Beyond specific symptom matching, evaluating the phenotype of a TR expansion can inform variant prioritization based on expectations of severity. The prevalence estimates documented by STRchive can underscore locus expectations: higher prevalence generally indicates a less deleterious disease. This trend was reflected in the gnomAD data: the highest percentage of PGs in an autosomal dominant condition and the second highest overall frequency in our dataset was 4.31% in TCF4, an STR locus causing Fuchs endothelial corneal dystrophy 3 (FECD3).51 FECD3 is estimated to affect 4% of the population older than 40 years, with a decades-long disease progression leading to reduced endothelial function and vision impairment. In contrast to many other TR diseases, corneal dystrophy is not expected to reduce lifespan or reproductive success. In fact, FECD3 was originally overlooked as a pathogenic expansion because neurodegeneration was the expected phenotype of an STR-associated disease, leading to the assumption that this variant was benign and unrelated to corneal dystrophy.49 Most patients with FECD3 show expanded alleles (68–76%), but penetrance is incomplete, as expanded alleles are also found in 3–6% of unaffected individuals. As such, the 4.31% PG percentage for TCF4 in the gnomAD cohort is plausible.

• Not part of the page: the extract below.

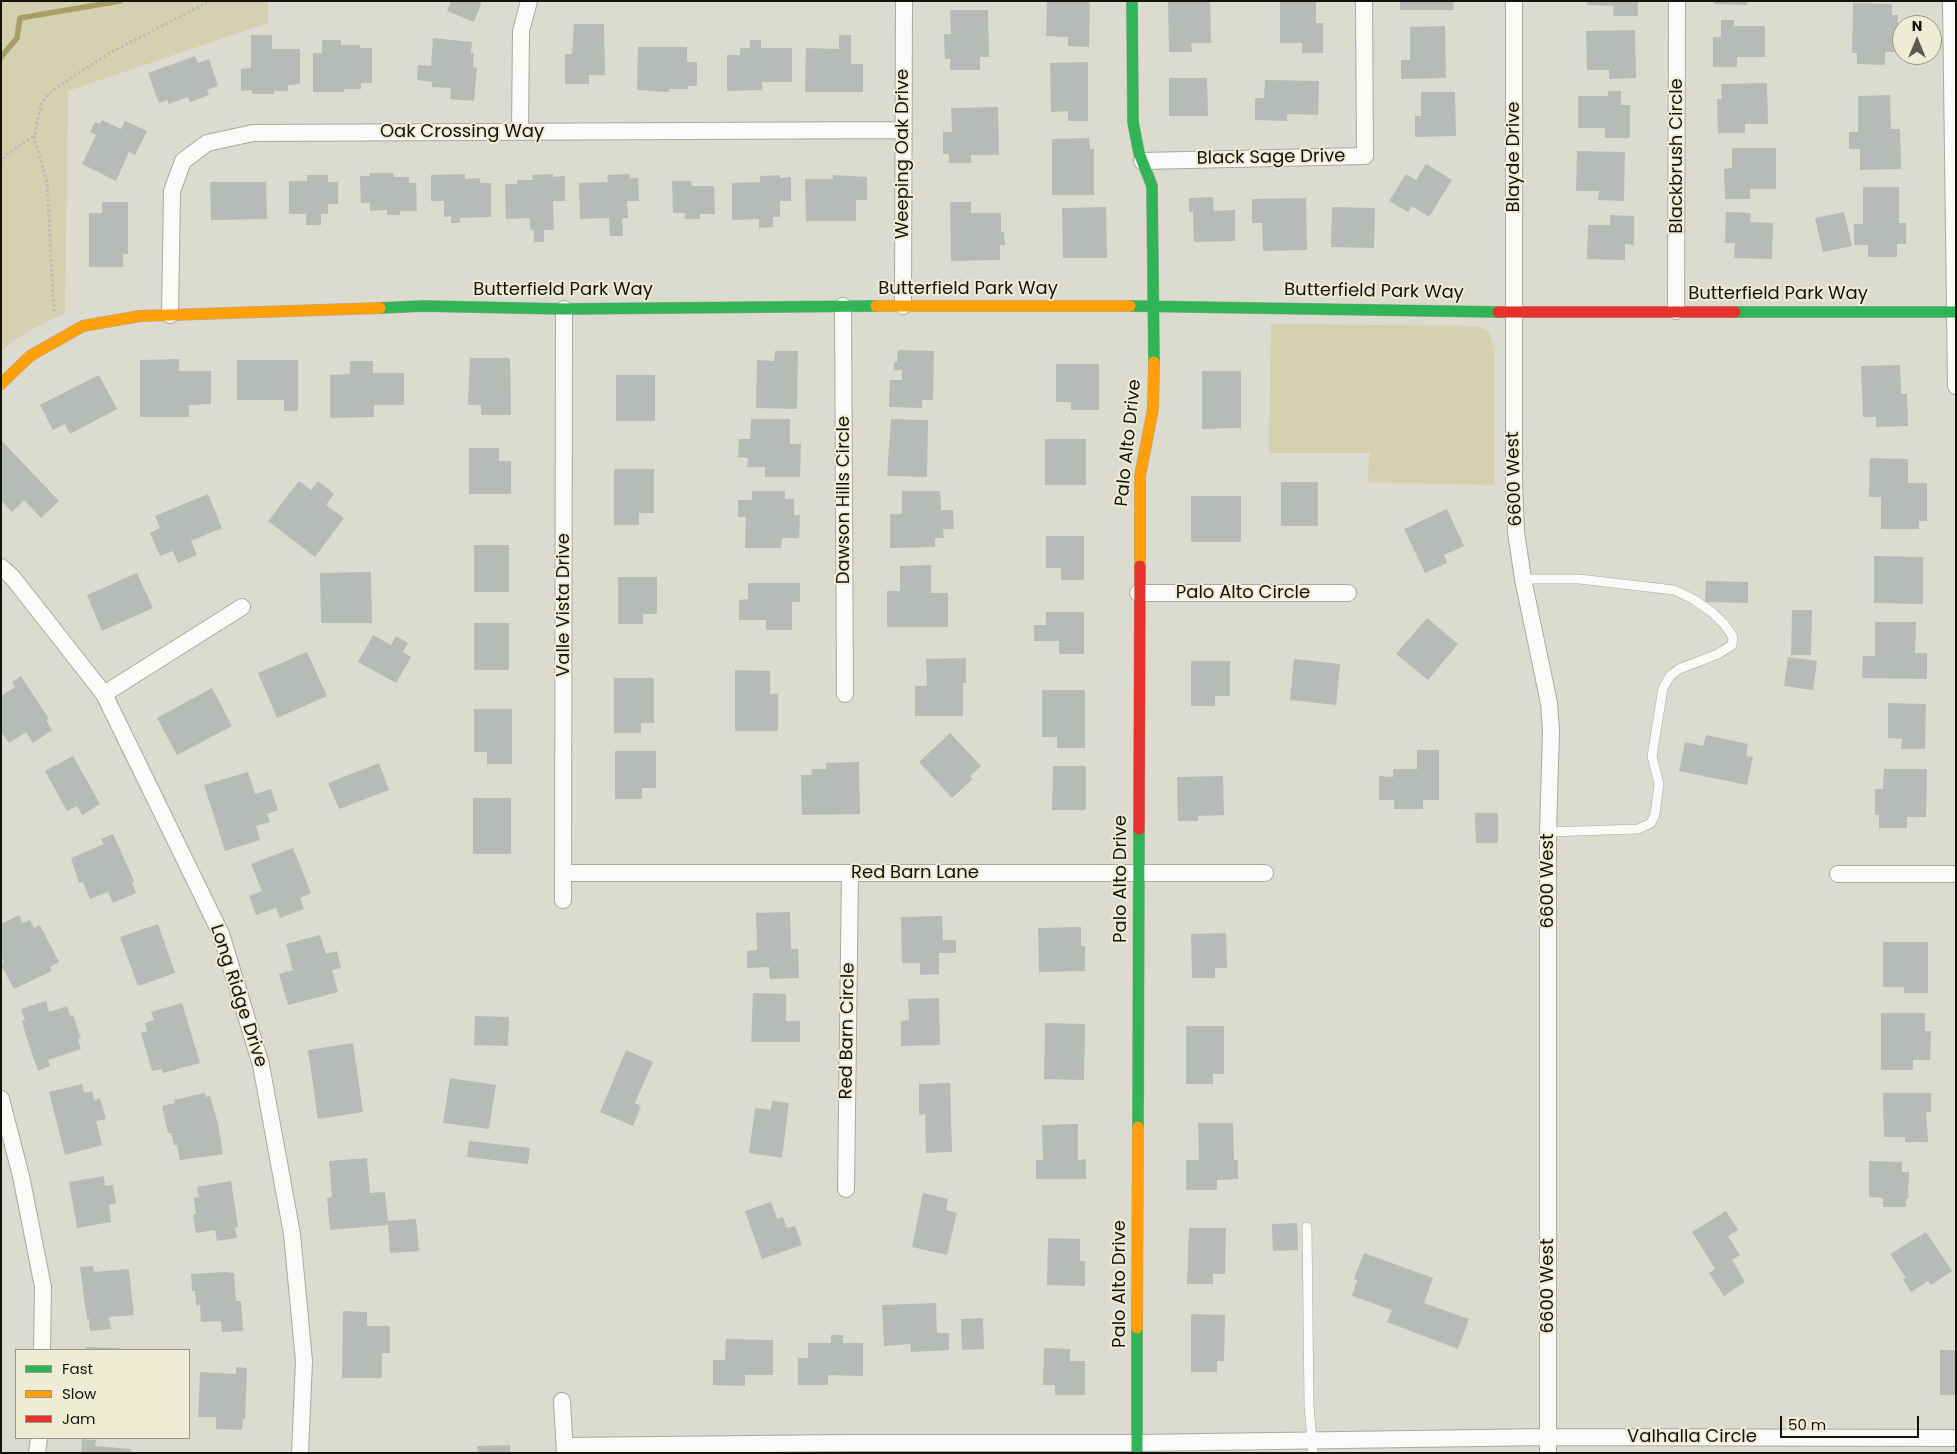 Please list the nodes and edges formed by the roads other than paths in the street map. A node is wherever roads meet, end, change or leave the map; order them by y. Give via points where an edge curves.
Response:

Conversely to the late-onset FECD3, Duchenne muscular dystrophy (DMD) is a severe, progressive disease with motor symptoms typically by age 2–3. Most patients are wheelchair dependent after the first decade of life. One published report links an STR expansion to DMD, and the DMD locus is thus included in catalogs of TR diseases such as gnomAD. Given the early onset of DMD, it would be an unexpected causative variant in an adult patient. Similarly, we expect no DMD PGs in the gnomAD cohort, although females might be carriers of expanded alleles (>59 repeats). The expected absence of DMD is furthered by its relatively rare prevalence: <1 per 10,000 in males and <1 per million in females.52
Instead, the DMD locus in males has our study’s highest PG percentage (4.705%, ∼1 per 20 males). A PG is identified in 0.089% of gnomAD females (∼1 per 1,000), and 8.198% of females are carriers of an expanded allele. Furthermore, the presence of expanded alleles across cohort sex is replicated in the long-read HPRC data. Two males (2/52, 3.85%) and two females (2/48, 4.17%) had PGs in the this dataset, and six females were carriers (12.5%). These data contrast dramatically with the disease prevalence of <1 per 10,000 in males and <1 per million in females.52
Evaluating the locus
In addition to evaluating a specific variant, we can also leverate STRchive to evaluate whether a locus is truly disease relevant. We report the independent observations associated with each locus in addition to the number of PMIDs to show the general level of evidence for each disease (Figure 2). The well-studied HTT locus linked to Huntington’s disease has notably more publications than any other locus, with thousands of cases supporting its characterization. In contrast, more recently discovered loci such as STARD7 or contested loci such as DMD have far fewer associated PMIDs and independent observations. By assessing a TR variant alongside its locus, diagnostic teams can prioritize and deprioritize putative variants as appropriate.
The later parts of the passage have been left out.